As part of Provence, the Côte d’Azur shares its culinary fundamentals of olive oil, garlic and herbs, gorgeous vegetables and fruits, goat’s cheeses and, of course, the predominance of fish. The fish soups – Marseilile’s bouillabaisse, and bourride, accompanied by a garlic and chilli-flavoured mayonnaise known as rouille – are served all along the coast, as are fish covered with Provençal herbs and grilled over an open flame. Seafood – from spider crabs to clams, sea urchins to crayfish, crabs, lobster, mussels and oysters – are piled onto huge plateaux de fruits de mer, which may not reflect this coast’s harvest but do demonstrate the luxury associated with it.

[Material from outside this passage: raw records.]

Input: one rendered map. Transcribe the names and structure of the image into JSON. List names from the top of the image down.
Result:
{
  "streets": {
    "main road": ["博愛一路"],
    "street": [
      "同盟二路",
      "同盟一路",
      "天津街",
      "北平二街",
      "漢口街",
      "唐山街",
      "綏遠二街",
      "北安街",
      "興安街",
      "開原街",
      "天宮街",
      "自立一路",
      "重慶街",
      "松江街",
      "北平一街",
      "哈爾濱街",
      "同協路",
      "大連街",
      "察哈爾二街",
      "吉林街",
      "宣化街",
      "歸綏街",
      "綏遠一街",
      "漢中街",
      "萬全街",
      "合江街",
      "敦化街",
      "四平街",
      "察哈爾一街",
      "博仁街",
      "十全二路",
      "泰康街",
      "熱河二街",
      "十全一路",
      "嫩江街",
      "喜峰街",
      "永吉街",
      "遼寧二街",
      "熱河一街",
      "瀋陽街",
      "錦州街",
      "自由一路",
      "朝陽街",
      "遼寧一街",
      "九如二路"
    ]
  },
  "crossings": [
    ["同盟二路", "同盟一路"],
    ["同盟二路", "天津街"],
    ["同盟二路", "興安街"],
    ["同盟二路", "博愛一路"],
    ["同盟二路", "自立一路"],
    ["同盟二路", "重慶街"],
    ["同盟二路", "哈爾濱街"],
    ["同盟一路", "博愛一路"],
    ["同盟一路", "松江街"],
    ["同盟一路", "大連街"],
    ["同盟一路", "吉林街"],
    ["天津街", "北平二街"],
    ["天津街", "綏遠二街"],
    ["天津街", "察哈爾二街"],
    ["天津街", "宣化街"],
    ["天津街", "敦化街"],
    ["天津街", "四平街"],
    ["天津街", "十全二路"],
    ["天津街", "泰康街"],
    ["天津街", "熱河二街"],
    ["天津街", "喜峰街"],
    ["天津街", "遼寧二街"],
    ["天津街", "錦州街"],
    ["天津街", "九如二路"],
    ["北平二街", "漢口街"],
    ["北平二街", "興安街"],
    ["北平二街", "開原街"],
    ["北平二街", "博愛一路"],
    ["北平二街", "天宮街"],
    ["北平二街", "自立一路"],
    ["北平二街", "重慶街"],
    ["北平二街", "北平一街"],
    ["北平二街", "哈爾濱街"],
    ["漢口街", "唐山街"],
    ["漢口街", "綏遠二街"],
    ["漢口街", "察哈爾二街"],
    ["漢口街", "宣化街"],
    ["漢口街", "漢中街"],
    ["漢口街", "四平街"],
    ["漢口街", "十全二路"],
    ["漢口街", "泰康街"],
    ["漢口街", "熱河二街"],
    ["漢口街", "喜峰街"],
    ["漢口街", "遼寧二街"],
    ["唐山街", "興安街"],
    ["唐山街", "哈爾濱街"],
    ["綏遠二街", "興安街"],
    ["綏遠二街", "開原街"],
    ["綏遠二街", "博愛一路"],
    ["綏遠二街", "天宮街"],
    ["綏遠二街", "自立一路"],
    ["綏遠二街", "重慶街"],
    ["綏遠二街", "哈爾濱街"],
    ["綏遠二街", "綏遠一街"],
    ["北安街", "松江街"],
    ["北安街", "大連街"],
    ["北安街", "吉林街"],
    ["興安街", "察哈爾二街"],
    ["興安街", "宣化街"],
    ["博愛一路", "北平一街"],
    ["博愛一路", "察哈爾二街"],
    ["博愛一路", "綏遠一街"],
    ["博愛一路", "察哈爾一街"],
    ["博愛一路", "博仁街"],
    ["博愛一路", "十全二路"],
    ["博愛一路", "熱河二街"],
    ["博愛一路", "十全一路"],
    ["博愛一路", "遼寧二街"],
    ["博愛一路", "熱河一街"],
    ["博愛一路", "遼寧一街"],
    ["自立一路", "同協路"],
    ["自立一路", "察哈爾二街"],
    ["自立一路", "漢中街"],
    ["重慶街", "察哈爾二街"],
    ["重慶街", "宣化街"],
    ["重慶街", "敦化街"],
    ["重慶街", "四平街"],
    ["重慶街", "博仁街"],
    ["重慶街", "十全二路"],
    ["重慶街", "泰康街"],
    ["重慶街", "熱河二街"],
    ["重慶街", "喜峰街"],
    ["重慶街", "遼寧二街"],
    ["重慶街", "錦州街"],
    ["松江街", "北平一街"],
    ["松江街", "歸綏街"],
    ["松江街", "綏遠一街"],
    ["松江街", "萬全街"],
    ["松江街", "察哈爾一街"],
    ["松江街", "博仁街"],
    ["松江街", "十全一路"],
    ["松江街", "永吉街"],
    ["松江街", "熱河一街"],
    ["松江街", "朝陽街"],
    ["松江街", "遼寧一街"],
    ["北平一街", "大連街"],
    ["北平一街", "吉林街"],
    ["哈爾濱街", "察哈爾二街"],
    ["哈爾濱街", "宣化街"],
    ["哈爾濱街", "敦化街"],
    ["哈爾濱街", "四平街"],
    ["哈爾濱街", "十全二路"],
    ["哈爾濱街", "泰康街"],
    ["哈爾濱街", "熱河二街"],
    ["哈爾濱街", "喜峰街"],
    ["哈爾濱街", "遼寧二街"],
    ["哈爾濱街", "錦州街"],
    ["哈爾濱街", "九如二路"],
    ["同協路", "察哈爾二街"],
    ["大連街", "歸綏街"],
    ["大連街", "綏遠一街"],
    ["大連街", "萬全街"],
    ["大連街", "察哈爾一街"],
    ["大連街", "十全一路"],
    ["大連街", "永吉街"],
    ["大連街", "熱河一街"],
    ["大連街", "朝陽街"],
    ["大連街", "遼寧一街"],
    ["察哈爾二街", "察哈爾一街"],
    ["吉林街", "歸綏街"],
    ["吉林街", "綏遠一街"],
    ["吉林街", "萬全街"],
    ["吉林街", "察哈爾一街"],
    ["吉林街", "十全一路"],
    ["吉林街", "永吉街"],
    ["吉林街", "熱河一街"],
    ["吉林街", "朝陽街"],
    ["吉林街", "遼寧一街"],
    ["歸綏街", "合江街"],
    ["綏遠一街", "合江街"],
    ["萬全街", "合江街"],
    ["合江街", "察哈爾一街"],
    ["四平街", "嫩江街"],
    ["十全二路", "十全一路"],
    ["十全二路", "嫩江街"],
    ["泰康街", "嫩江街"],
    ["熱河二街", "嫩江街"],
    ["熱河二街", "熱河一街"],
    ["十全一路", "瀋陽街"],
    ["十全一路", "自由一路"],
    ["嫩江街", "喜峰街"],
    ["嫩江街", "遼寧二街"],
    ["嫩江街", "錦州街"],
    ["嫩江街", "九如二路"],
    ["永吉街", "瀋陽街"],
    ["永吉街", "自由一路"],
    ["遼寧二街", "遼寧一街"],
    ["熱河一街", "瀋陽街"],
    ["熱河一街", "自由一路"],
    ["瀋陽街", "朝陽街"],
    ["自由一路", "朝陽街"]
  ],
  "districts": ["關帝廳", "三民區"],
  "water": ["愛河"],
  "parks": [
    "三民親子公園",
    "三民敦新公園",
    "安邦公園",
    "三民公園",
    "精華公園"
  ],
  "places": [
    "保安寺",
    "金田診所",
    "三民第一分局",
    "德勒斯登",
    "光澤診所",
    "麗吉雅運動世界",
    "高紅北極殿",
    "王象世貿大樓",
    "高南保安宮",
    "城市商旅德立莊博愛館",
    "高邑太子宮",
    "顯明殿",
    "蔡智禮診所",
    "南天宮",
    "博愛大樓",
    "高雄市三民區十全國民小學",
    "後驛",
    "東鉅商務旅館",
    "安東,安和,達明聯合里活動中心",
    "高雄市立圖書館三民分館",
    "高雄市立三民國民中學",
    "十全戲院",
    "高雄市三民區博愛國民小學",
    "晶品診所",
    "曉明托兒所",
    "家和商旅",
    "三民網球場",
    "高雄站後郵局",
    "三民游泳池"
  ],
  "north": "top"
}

The Italian influence is strong, from ravioli stuffed with spinach to thin-crust pizzas and every sort of pasta as a vehicle for anchovies, olives, garlic and tomatoes. Nice has its own specialities, such as socca, a chickpea flour pancake, pissaladière, a pizza-like tart with anchovies and black olives, salade niçoise and pan bagnat, both of which combine egg, olives, salad, tuna and olive oil, and mesclun, a salad of bitter leaves: consequently, Nice is about as good a spot to enjoy cheap street food as you’ll find. Petits farcis – stuffed aubergines, peppers or tomatoes – are a standard feature on Côte d’Azur menus.
The best of the Côte wines come from Bandol: Cassis too has its own appellation, and around Nice the Bellet wines are worth discovering. Fancy cocktails are a Côte speciality, but pastis is the preferred tipple.